Por que especialistas estão chamando de besteira as alucinações das IAs

Dizer que as IA só falam m* não é apenas uma forma de chocar – na verdade, esse palavrão tem um significado filosófico

Crédito: bashta/ iStock

Mark Sullivan 5 minutos de leitura

Desde o lançamento do ChatGPT, no final de 2022, já percebemos que os modelos de linguagem de inteligência artificial têm a tendência de proferir inverdades, o que também ficou conhecido como "alucinações" da inteligência artificial

As empresas de IA têm alegado que esse é um problema que pode ser resolvido.

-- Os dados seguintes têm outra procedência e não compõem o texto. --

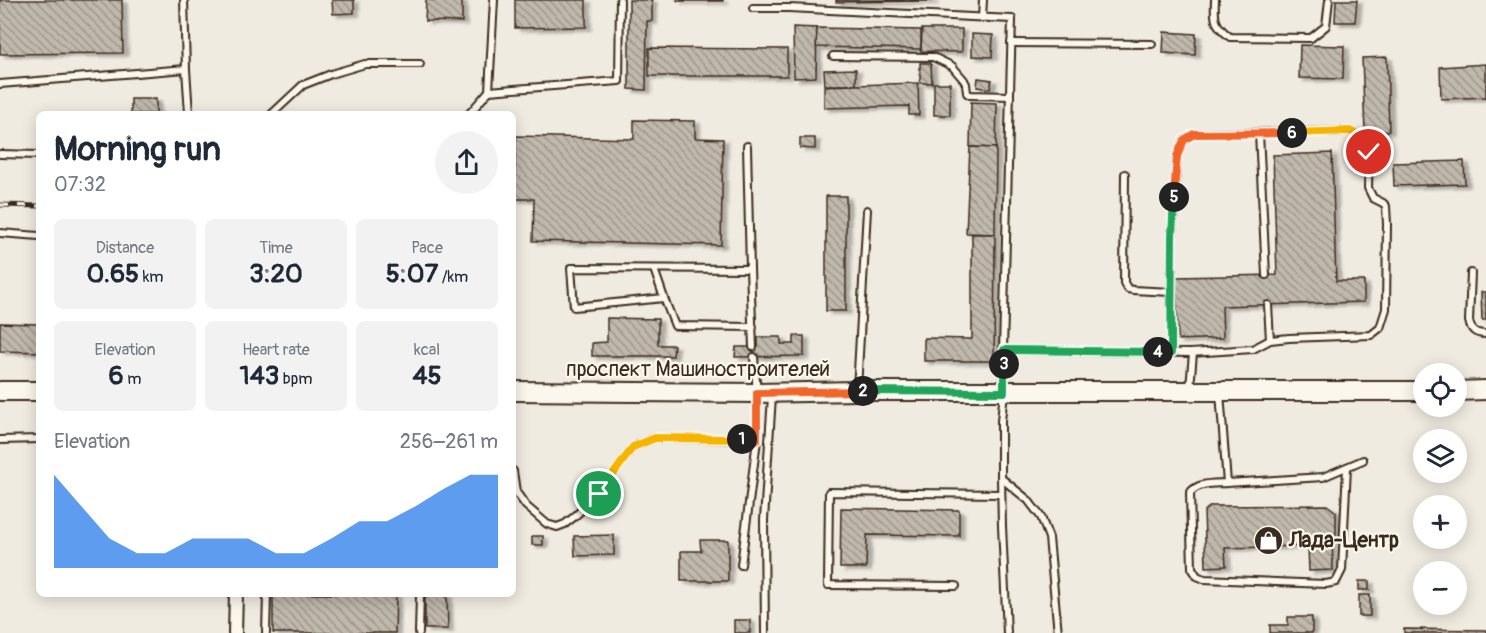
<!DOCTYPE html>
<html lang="en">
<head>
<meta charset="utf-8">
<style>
  :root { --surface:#fff; --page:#f2f2f3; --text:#1f2937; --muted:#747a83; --accent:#1a73e8 }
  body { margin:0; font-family:Pangolin,sans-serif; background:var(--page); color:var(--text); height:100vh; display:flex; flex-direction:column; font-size:22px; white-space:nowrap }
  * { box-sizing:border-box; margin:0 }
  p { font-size:20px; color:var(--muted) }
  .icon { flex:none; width:33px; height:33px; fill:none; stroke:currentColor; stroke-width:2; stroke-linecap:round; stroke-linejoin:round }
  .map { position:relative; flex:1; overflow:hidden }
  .details { position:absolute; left:36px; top:111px; width:480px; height:486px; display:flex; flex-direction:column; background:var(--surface); border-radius:9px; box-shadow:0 3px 15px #0003 }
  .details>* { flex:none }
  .fabs { position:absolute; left:1413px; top:363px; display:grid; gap:12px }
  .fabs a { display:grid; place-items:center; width:54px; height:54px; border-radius:50%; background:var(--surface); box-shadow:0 3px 15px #0003; font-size:30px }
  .pin { position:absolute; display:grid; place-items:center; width:51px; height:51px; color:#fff; margin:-26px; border:3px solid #fff; border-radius:50%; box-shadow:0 2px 6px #0007 }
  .km { position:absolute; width:30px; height:30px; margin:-15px; border-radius:50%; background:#222; color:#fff; font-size:16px; line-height:30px; text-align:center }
  .round { display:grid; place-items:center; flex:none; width:63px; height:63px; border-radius:32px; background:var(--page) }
  .summary { display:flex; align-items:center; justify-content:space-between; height:102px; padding:0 18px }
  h1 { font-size:33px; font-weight:700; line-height:45px }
  .metrics { display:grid; grid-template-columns:repeat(3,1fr); gap:9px; height:102px; padding:6px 18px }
  .metrics div { display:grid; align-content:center; border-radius:9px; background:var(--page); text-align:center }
  .metrics b { font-size:26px; font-weight:700 }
  .metrics small { font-size:16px; font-weight:400 }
  .metrics p { font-size:16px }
  .chart { height:168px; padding:12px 18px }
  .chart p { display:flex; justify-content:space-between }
  .chart svg { width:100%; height:108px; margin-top:6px; fill:var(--accent); opacity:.7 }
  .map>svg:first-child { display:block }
  .building { fill:url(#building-back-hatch); stroke:#3b2a1e; stroke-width:1.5; filter:url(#shadow) }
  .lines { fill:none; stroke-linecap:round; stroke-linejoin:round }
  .lane-casing { stroke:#3b2a1e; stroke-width:10 }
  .street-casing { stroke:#3b2a1e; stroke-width:16 }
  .primary-casing { stroke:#3b2a1e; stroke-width:22 }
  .lane { stroke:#fbf7ec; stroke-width:6 }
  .street { stroke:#fbf7ec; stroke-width:12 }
  .primary { stroke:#fbf7ec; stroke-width:18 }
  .rail-casing { stroke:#3b2a1e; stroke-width:5 }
  .rail { stroke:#fbf7ec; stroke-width:3; stroke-dasharray:9; stroke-linecap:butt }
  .split-1-casing { stroke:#fff; stroke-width:12 }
  .split-2-casing { stroke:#fff; stroke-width:12 }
  .split-3-casing { stroke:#fff; stroke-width:12 }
  .split-4-casing { stroke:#fff; stroke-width:12 }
  .split-5-casing { stroke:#fff; stroke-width:12 }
  .split-6-casing { stroke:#fff; stroke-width:12 }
  .split-7-casing { stroke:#fff; stroke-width:12 }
  .split-1 { stroke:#f5b400; stroke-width:8 }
  .split-2 { stroke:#f0652b; stroke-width:8 }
  .split-3 { stroke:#22a559; stroke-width:8 }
  .split-4 { stroke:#22a559; stroke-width:8 }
  .split-5 { stroke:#22a559; stroke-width:8 }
  .split-6 { stroke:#f0652b; stroke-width:8 }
  .split-7 { stroke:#f5b400; stroke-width:8 }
  .labels { text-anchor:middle; stroke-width:4.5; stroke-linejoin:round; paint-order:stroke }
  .street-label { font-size:21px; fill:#3b2a1e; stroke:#fbf7ec }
  .poi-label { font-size:21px; font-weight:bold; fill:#3b2a1e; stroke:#fbf7ec; text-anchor:start }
</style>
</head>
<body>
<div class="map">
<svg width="1486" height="633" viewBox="0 0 1486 633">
  <defs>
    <pattern id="building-back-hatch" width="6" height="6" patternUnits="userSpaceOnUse" patternTransform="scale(1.5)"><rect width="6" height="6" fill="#c0b8ad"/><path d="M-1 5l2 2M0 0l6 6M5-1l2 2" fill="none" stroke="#9d968c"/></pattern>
    <filter id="shadow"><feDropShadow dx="5" dy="3" stdDeviation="1.5" flood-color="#0004"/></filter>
  </defs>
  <rect width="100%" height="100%" fill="#f0ebe0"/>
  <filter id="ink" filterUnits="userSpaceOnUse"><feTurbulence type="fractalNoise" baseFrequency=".0167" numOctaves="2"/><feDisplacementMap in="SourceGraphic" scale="12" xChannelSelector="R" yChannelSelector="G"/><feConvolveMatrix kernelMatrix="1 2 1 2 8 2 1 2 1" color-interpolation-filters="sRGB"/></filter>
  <g filter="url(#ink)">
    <!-- building -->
    <g class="building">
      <polygon points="0,0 122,0 123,53 0,54"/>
      <polygon points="332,0 354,0 354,13 333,14"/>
      <polygon points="426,0 462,0 462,22 425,21"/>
      <polygon points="515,0 586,0 586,27 515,28"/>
      <polygon points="629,0 652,0 652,21 647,21 646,90 629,89"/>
      <polygon points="677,0 723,0 723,1 678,1"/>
      <polygon points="836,0 933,0 933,1 836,2"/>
      <polygon points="1336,0 1357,0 1355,22 1335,22"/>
      <polygon points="793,27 817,28 816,77 794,78"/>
      <polygon points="817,28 921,30 921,49 816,47"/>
      <polygon points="922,29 962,29 962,52 921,51"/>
      <polygon points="1164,32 1196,34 1195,55 1163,53"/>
      <polygon points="972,34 993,35 992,57 972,56"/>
      <polygon points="1300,45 1344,46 1343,79 1299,78"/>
      <polygon points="649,48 787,49 787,76 649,76"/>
      <polygon points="1387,57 1389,131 1365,132 1362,58"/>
      <polygon points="920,63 931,63 932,83 920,83"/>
      <polygon points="1486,64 1486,97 1441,99 1440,67"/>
      <polygon points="856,69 856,85 825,85 824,70"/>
      <polygon points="978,78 992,80 990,89 977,87"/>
      <polygon points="918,83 919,115 909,115 909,106 824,108 824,86"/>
      <rect x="934" y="83" width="16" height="32"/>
      <rect x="131" y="99" width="25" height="15"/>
      <polygon points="971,102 997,103 996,148 970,147"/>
      <polygon points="634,120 695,121 695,138 723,139 721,245 533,241 534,199 514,199 516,136 634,139"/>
      <polygon points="800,138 815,138 815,149 800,148"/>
      <polygon points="970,147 996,148 995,234 966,233"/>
      <polygon points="1332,153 1336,281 1364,281 1364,302 1222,306 1223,338 1178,340 1176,277 1277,275 1273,155"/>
      <polygon points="1464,161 1465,184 1394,186 1393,163"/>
      <rect x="826" y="196" width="20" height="115"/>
      <polygon points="972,234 995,234 994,361 924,361 924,338 972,339"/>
      <polygon points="1481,292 1486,292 1486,320 1482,320"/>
      <polygon points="607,318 658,319 658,345 674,345 673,356 592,356 592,343 607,342"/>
      <polygon points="0,323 39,324 39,352 0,351"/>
      <polygon points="794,336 804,336 804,356 735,357 736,347 758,347 758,337 781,337 781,344 794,344"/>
      <polygon points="1327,505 1336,512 1336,535 1332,535 1333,570 1309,571 1308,546 1225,548 1226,566 1206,567 1204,511 1211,506"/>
      <polygon points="841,508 959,510 959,536 867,535 866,568 840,568"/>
      <polygon points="614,535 614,555 575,556 574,536"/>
      <rect x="532" y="536" width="11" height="9"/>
      <polygon points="700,540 728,540 728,581 681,581 681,551 701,551"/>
      <rect x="1359" y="581" width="10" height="9"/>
      <polygon points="273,594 396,594 395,633 273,633"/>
      <polygon points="425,594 447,594 448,629 425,629"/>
      <rect x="1359" y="595" width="11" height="21"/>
      <polygon points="1288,617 1312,617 1312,633 1270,633 1270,625 1288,625"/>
      <rect x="734" y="620" width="16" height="13"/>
      <polygon points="1404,629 1486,630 1486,633 1404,633"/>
    </g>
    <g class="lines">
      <defs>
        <g id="lane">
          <polyline points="184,0 186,69 189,114"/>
          <path d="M1215,0c-1,19 -1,25 15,37l81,1 15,-12 3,-26"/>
          <polyline points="753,8 789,8 1012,19 1003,350 1004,392 1001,421 1001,478 1002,526 1007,633"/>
          <polyline points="982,18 983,0"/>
          <polyline points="1011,43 1152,44"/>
          <polyline points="833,56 933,57 952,66 964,80 966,84 967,93 970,95 1010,96"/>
          <polyline points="0,84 186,69"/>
          <polyline points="489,91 619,81 620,0"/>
          <polyline points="272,114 303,85 331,74 365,64 420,64"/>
          <polyline points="469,114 489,91 494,0"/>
          <polyline points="1259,133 1266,275"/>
          <polyline points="747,146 750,269"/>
          <polyline points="0,154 39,155"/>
          <polyline points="1125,174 1124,283 1128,289 1133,290 1171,292"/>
          <polyline points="0,233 39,236"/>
          <polyline points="654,269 664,298 675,326 753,327"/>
          <path d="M1471,273l-2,48c2,10 7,13 17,13"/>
          <polyline points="664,298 574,307 571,268 750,269 753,347"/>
          <polyline points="1268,305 1270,340"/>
          <polyline points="1003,350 1190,353 1253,349 1270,340 1289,338 1371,335 1380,328 1386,309 1387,224 1386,206 1383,203 1373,198 1368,188 1369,152 1364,138 1350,131 1194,134 1184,140 1177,156 1172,237 1171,353"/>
          <polyline points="1190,388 1193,353"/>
          <polyline points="857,390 867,210"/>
          <polyline points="1220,393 1227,483 1323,477 1363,460"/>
          <polyline points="0,440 39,439"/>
          <polyline points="513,471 516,492 526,506 547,524 557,527 565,524 574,517 599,494 633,447 655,438 757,440"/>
          <polyline points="1001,478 1028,500 1041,517 1049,538 1058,633"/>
          <path d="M1227,483c-13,1 -29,-1 -37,10l2,75 5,8 7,3 122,5 10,-2 6,-12 5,-103"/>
          <polyline points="741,565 757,440 757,393 754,357"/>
          <polyline points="956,586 828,585 829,492 1001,494"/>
          <polyline points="266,633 267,594"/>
          <polyline points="419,633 420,594"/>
          <polyline points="765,633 764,520 772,396"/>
        </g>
        <polyline id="street" points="235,633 236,594"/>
        <g id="primary">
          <polyline points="0,391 39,391"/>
          <polyline points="513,391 757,393 857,391 1424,391"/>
          <polyline points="1456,391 1486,390"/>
        </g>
      </defs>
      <!-- lane casing -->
      <use href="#lane" class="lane-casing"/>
      <!-- street casing -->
      <use href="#street" class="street-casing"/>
      <!-- primary casing -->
      <use href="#primary" class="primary-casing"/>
      <!-- lane -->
      <use href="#lane" class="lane"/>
      <!-- street -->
      <use href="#street" class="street"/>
      <!-- primary -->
      <use href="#primary" class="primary"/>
      <defs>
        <polyline id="rail" points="0,205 39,206"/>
      </defs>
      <!-- rail casing -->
      <use href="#rail" class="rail-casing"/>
      <!-- rail -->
      <use href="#rail" class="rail"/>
    </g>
  </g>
  <g class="lines" filter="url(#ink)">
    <defs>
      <polyline id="split-1" points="599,494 633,447 655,438 742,439"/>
      <polyline id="split-2" points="742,439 757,440 757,393 863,391"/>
      <polyline id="split-3" points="863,391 1004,392 1004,364"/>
      <polyline id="split-4" points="1004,364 1004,350 1158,352"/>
      <polyline id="split-5" points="1158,352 1171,353 1172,237 1174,197"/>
      <polyline id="split-6" points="1174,197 1177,156 1184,140 1194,134 1292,133"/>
      <polyline id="split-7" points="1292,133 1350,131 1364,138 1369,152"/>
    </defs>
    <!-- split-1 casing -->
    <use href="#split-1" class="split-1-casing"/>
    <!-- split-2 casing -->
    <use href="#split-2" class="split-2-casing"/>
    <!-- split-3 casing -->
    <use href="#split-3" class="split-3-casing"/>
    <!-- split-4 casing -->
    <use href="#split-4" class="split-4-casing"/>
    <!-- split-5 casing -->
    <use href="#split-5" class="split-5-casing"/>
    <!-- split-6 casing -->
    <use href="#split-6" class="split-6-casing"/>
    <!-- split-7 casing -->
    <use href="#split-7" class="split-7-casing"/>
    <!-- split-1 -->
    <use href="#split-1" class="split-1"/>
    <!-- split-2 -->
    <use href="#split-2" class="split-2"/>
    <!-- split-3 -->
    <use href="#split-3" class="split-3"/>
    <!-- split-4 -->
    <use href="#split-4" class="split-4"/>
    <!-- split-5 -->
    <use href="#split-5" class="split-5"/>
    <!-- split-6 -->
    <use href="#split-6" class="split-6"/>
    <!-- split-7 -->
    <use href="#split-7" class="split-7"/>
  </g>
  <!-- icons -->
  <defs>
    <symbol id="shop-disc" viewBox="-11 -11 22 22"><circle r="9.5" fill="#3b2a1e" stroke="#fbf7ec"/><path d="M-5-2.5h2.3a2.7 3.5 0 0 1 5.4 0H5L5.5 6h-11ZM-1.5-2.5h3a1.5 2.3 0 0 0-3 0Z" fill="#fff"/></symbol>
  </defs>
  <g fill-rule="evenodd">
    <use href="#shop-disc" x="1252" y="524" width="33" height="33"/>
  </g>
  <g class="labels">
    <!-- street labels -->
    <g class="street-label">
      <text x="698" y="376">проспект Машиностроителей</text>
    </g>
    <!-- poi labels -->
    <g class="poi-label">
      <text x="1289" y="547">Лада-Центр</text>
    </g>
  </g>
</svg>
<div class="fabs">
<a><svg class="icon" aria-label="locate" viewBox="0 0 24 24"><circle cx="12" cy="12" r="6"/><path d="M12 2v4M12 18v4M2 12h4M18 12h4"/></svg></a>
<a><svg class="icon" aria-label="layers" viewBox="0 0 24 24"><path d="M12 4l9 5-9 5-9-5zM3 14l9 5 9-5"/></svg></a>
<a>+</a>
<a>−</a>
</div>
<div class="pin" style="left:599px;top:494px;background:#1e9e55"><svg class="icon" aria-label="arrive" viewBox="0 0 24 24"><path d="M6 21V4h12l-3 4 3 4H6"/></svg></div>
<div class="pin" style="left:1369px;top:152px;background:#d93025"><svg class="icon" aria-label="check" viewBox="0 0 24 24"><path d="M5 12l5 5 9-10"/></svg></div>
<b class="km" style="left:742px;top:439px">1</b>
<b class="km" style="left:863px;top:391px">2</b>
<b class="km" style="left:1004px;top:364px">3</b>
<b class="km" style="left:1158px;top:352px">4</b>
<b class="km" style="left:1174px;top:197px">5</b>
<b class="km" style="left:1292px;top:133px">6</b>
<section class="details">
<div class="summary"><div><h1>Morning run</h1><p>07:32</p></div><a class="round"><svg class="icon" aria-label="share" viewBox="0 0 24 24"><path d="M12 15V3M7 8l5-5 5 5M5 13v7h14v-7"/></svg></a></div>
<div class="metrics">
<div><p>Distance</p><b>0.65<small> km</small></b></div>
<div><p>Time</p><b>3:20</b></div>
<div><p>Pace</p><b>5:07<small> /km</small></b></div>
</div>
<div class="metrics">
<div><p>Elevation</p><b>6<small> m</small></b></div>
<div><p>Heart rate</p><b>143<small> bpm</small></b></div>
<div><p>kcal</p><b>45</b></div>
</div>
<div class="chart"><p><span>Elevation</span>256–261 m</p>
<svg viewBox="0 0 160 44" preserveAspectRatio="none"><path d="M0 44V6L10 19L20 32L30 38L40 38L50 32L60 32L70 32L80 38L90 38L100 32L110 25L120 25L130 19L140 12L150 6L160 6V44z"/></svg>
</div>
</section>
</div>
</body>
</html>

E com o uso de tecnologias como a geração aumentada por recuperação (na qual a IA recorre a um banco de dados de informações confiáveis), essas inconsistências de fato diminuíram em muitos casos. 

Mas elas persistem, conforme demonstrado em uma recente investigação da revista "Wired" sobre a ferramenta de pesquisa de IA Perplexity. A reportagem traz um título bem ousado: "O Perplexity é uma máquina de falar m*".

O uso da palavra "bullshit" no título é mais do que uma manchete chamativa; é uma referência a uma pesquisa publicada recentemente por um trio de professores de filosofia da Universidade de Glasgow. 

Para alguém alucinar, é preciso antes ter alguma consciência ou consideração pela verdade.

O autores do relatório, intitulado "ChatGPT is bullshit" (O ChatGPT é uma m*), dizem que chamar os falsos resultados gerados por grandes modelos de linguagem (LLMs, na sigla em inglês) de "alucinação" é distorcer o que de fato acontece.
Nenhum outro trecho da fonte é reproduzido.